- **Aim of the task**: In your copy of the entries, please include no pictures and return every word exactly.

- **Recorded information**:
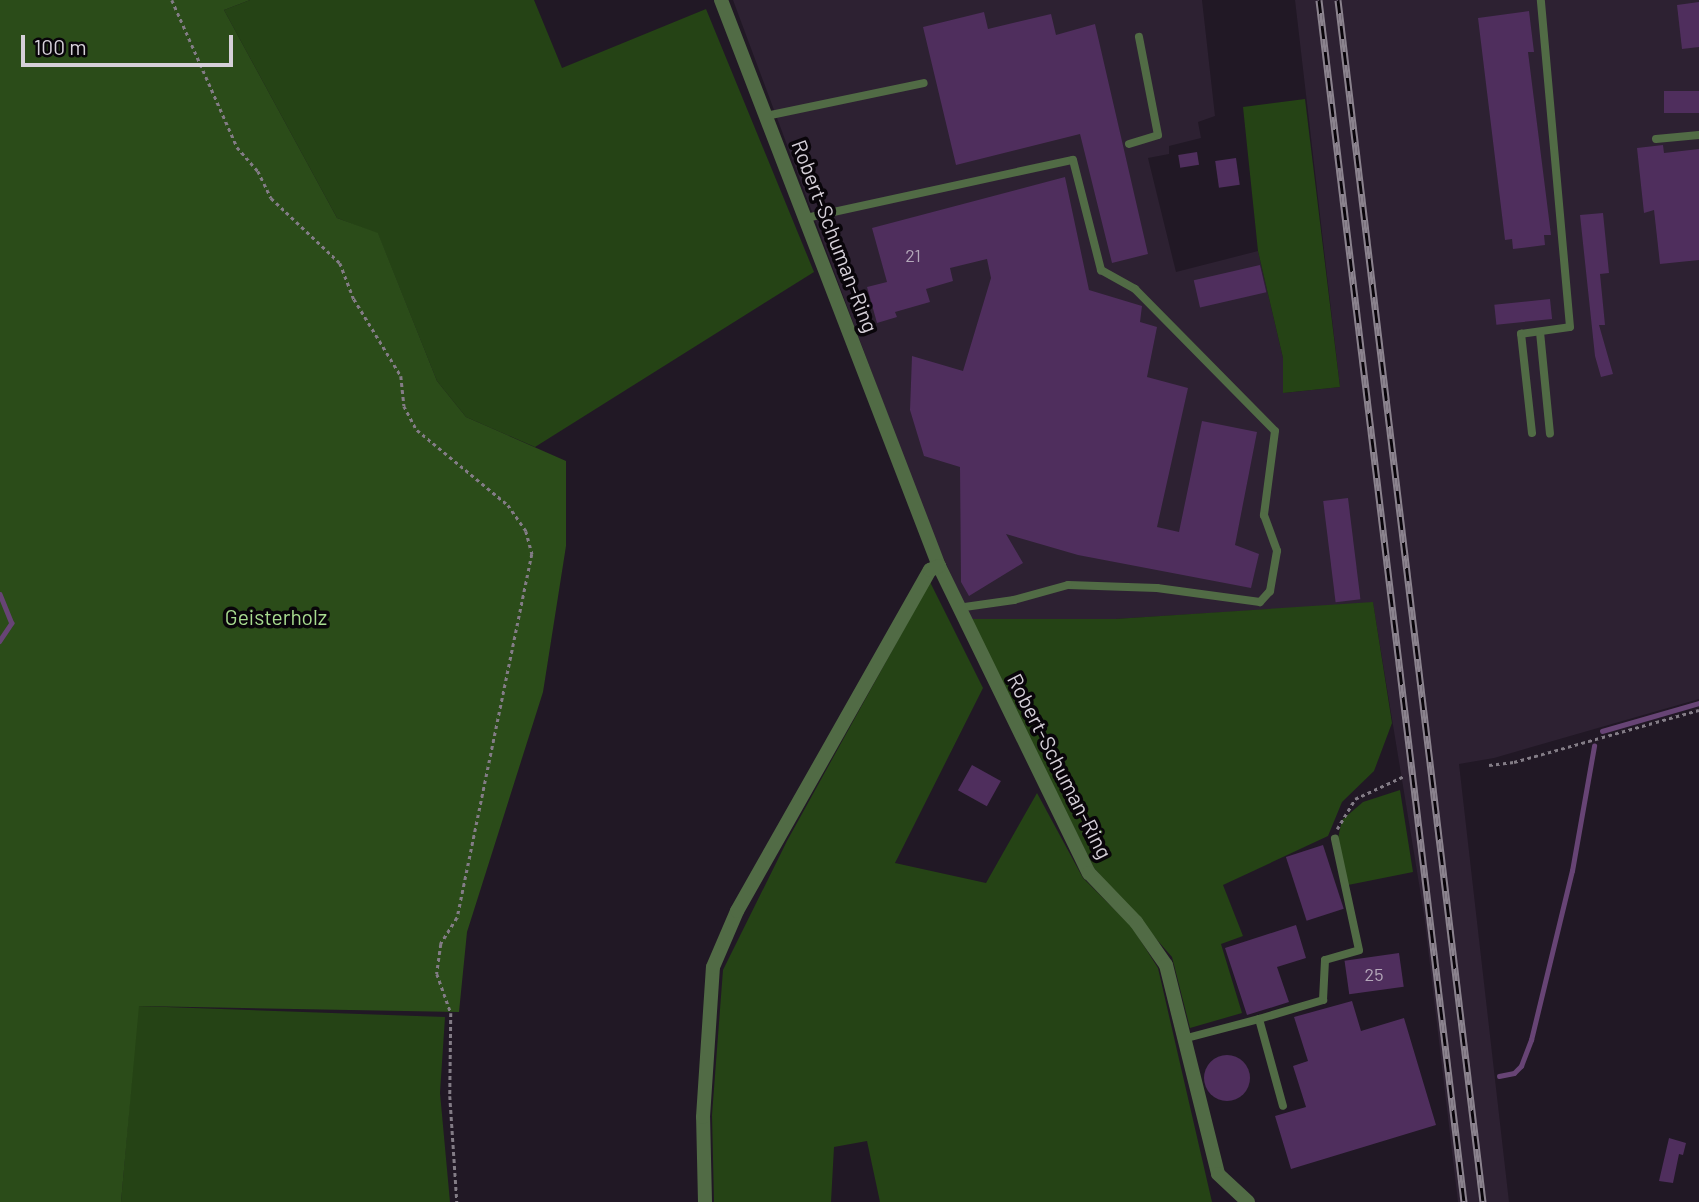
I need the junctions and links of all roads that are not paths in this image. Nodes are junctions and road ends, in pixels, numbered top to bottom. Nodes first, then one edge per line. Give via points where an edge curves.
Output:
1 (721, 0) edge
2 (1541, 0) edge
3 (1139, 37) dead end
4 (923, 83) dead end
5 (766, 116) junction
6 (1699, 135) edge
7 (1656, 139) dead end
8 (1129, 144) dead end
9 (806, 218) junction
10 (1540, 332) junction
11 (1532, 433) dead end
12 (1550, 434) dead end
13 (939, 566) junction
14 (958, 608) junction
15 (1335, 839) road end
16 (1259, 1019) junction
17 (1183, 1039) junction
18 (1283, 1106) dead end
19 (705, 1202) edge
20 (1248, 1202) edge

1 - 5 street, Robert-Schuman-Ring
2 - 10 lane via 1570,327
3 - 8 lane via 1158,135
4 - 5 lane
5 - 9 street, Robert-Schuman-Ring
6 - 7 lane
9 - 13 street, Robert-Schuman-Ring
9 - 14 lane via 1073,160 1101,270 1135,289 1275,431 1265,515 1277,551 1270,592 1260,603 1157,588 1068,585 1014,600
10 - 11 lane via 1521,334
10 - 12 lane
13 - 14 street, Robert-Schuman-Ring
13 - 19 street via 930,570 744,899 713,967 703,1117
14 - 17 street, Robert-Schuman-Ring via 1089,873 1136,922 1166,965
15 - 16 lane via 1359,950 1325,960 1323,1000
16 - 17 lane
16 - 18 lane
17 - 20 street, Robert-Schuman-Ring via 1218,1174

- **Result below**:
I need the junctions and links of all roads that are not paths in this image. Nodes are junctions and road ends, in pixels, numbered top to bottom. Nodes first, then one edge per line. Give via points where an edge curves.
Output:
1 (721, 0) edge
2 (1541, 0) edge
3 (1139, 37) dead end
4 (923, 83) dead end
5 (766, 116) junction
6 (1699, 135) edge
7 (1656, 139) dead end
8 (1129, 144) dead end
9 (806, 218) junction
10 (1540, 332) junction
11 (1532, 433) dead end
12 (1550, 434) dead end
13 (939, 566) junction
14 (958, 608) junction
15 (1335, 839) road end
16 (1259, 1019) junction
17 (1183, 1039) junction
18 (1283, 1106) dead end
19 (705, 1202) edge
20 (1248, 1202) edge

1 - 5 street, Robert-Schuman-Ring
2 - 10 lane via 1570,327
3 - 8 lane via 1158,135
4 - 5 lane
5 - 9 street, Robert-Schuman-Ring
6 - 7 lane
9 - 13 street, Robert-Schuman-Ring
9 - 14 lane via 1073,160 1101,270 1135,289 1275,431 1265,515 1277,551 1270,592 1260,603 1157,588 1068,585 1014,600
10 - 11 lane via 1521,334
10 - 12 lane
13 - 14 street, Robert-Schuman-Ring
13 - 19 street via 930,570 744,899 713,967 703,1117
14 - 17 street, Robert-Schuman-Ring via 1089,873 1136,922 1166,965
15 - 16 lane via 1359,950 1325,960 1323,1000
16 - 17 lane
16 - 18 lane
17 - 20 street, Robert-Schuman-Ring via 1218,1174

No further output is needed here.